◆ To do:
Scan the records beneath this line for the line holding "pinky dip: (583, 357)" and the line holding "middle pip: (697, 405)", then transcribe exactly those two and all lines between.

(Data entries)
☆ ☆ ☆ ☆ ☆
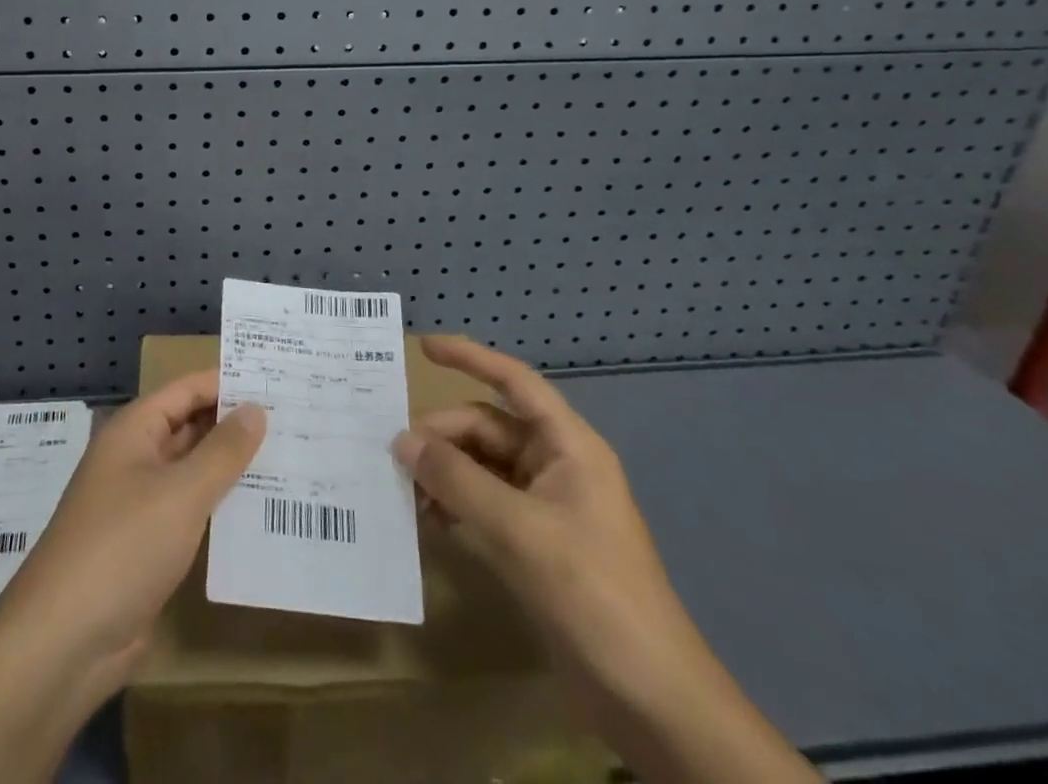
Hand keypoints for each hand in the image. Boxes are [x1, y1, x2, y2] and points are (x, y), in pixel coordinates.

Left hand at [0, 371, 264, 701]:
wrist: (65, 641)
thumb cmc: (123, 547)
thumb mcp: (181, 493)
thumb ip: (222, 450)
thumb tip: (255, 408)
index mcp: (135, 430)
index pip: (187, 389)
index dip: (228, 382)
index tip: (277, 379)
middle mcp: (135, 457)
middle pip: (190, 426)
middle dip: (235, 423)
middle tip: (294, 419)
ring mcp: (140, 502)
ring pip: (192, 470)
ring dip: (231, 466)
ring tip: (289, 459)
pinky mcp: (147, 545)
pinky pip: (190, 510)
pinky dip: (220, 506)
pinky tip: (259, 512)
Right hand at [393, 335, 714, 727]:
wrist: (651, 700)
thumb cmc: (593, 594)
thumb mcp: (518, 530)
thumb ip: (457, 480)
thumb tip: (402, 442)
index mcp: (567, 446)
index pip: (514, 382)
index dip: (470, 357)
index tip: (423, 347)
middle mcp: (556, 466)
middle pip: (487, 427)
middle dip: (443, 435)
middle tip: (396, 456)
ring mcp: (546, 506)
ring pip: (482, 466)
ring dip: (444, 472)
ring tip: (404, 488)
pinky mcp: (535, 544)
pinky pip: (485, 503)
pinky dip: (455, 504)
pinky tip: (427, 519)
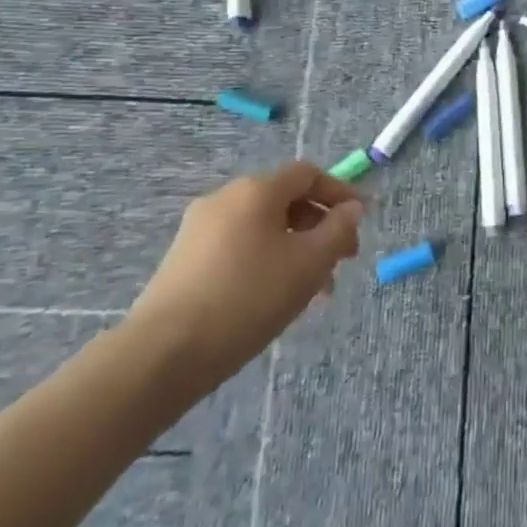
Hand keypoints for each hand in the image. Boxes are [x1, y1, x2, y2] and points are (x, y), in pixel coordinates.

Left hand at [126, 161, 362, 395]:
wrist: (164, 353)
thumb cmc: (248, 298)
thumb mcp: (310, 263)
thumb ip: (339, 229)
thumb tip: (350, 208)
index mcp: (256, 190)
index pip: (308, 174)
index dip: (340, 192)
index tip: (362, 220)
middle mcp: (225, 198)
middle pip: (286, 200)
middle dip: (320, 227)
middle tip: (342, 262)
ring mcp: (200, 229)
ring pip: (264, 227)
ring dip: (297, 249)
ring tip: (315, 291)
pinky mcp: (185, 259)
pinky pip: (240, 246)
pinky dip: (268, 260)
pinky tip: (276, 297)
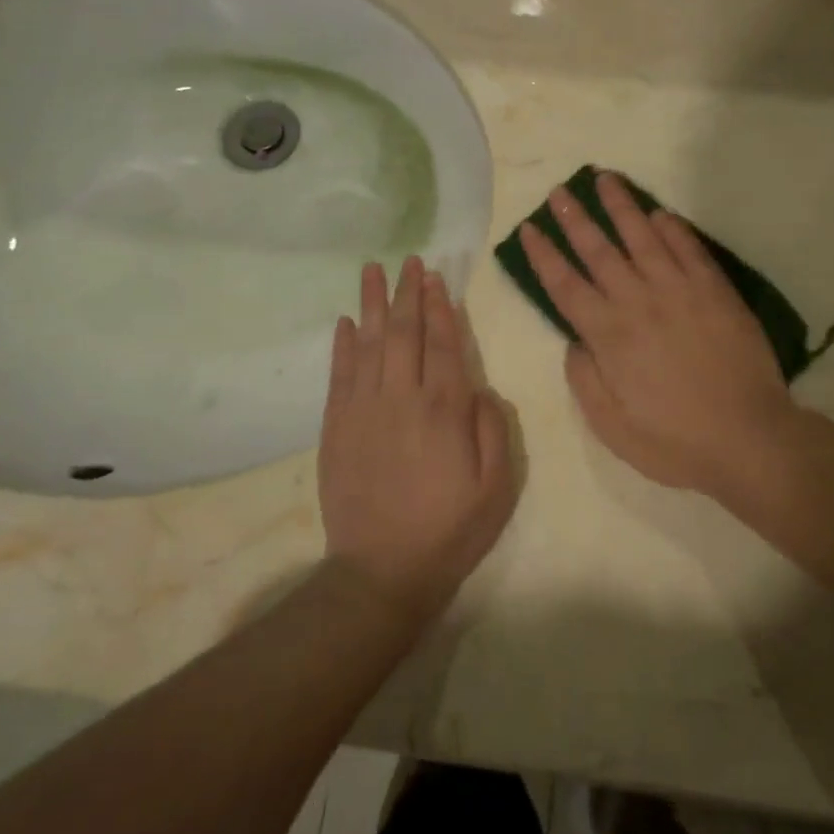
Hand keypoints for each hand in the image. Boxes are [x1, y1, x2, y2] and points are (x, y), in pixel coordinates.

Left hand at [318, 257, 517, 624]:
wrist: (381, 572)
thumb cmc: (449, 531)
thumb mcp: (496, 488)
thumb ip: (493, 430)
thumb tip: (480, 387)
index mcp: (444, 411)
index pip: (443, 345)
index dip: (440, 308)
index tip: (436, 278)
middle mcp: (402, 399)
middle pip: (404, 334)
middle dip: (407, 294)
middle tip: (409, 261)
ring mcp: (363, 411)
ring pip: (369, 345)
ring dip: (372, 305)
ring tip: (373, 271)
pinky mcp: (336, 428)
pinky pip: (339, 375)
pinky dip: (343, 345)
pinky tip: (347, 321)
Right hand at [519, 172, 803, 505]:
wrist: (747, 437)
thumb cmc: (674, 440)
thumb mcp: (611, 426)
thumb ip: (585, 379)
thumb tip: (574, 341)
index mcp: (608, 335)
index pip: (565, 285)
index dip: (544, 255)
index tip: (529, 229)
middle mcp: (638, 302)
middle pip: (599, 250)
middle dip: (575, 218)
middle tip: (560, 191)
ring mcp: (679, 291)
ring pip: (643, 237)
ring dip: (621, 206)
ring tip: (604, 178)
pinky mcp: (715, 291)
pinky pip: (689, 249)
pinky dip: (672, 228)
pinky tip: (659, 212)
☆ ☆ ☆ ☆ ☆
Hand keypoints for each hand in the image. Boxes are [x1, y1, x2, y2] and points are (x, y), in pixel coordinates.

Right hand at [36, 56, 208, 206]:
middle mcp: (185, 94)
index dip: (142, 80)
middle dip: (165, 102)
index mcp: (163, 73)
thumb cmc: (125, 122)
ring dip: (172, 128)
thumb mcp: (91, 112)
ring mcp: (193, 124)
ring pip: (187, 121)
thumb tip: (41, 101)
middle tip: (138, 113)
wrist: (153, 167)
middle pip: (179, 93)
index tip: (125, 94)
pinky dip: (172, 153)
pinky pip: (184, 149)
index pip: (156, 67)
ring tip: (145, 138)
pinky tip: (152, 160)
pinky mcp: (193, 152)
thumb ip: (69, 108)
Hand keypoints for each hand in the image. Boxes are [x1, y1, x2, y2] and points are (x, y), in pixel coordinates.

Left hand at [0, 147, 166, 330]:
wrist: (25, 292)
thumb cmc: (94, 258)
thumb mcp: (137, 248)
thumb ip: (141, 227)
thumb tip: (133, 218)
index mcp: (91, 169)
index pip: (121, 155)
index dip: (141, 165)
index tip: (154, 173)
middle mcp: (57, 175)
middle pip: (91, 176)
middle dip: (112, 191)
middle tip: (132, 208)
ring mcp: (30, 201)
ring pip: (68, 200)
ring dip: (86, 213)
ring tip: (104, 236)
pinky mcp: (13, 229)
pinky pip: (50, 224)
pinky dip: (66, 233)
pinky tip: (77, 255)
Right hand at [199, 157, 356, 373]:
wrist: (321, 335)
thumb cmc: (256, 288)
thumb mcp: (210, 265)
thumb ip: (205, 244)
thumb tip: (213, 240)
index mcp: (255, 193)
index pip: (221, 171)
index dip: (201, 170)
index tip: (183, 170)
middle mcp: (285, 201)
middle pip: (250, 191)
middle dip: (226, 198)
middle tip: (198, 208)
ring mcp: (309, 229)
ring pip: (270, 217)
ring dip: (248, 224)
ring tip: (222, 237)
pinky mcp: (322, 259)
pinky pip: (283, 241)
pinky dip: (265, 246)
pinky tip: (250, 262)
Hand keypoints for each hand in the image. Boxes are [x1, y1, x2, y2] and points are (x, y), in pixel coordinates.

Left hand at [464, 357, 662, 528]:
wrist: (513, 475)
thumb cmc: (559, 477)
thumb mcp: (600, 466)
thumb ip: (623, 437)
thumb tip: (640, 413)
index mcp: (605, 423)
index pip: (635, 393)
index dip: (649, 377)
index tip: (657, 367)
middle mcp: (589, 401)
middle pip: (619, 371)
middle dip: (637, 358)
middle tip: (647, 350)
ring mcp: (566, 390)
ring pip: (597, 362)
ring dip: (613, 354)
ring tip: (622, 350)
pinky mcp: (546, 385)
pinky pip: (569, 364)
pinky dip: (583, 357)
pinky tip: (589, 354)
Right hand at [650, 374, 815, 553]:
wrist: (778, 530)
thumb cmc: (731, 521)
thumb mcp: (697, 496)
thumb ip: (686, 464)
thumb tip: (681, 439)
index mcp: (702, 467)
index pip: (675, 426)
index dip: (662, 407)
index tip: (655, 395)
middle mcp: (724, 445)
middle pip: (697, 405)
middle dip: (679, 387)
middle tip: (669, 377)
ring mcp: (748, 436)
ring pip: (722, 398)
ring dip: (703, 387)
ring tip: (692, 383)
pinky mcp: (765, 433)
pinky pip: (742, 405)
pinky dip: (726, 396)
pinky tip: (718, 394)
☆ ☆ ☆ ☆ ☆
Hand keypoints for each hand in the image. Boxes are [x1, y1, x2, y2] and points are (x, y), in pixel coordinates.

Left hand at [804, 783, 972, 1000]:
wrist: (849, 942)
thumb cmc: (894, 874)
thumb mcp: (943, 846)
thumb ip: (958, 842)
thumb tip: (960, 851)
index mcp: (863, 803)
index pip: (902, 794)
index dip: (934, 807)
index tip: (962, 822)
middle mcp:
☆ ☆ ☆ ☆ ☆
◆ Task solution:
pinky dip: (583, 357)
pinky tip: (589, 354)
Right hand at [650, 374, 815, 553]:
wrist: (778, 530)
thumb cmc: (731, 521)
thumb mcp: (697, 496)
thumb ip: (686, 464)
thumb tip: (681, 439)
index mcp: (702, 467)
index pip: (675, 426)
index dip: (662, 407)
index tip: (655, 395)
middle mcp: (724, 445)
middle pip: (697, 405)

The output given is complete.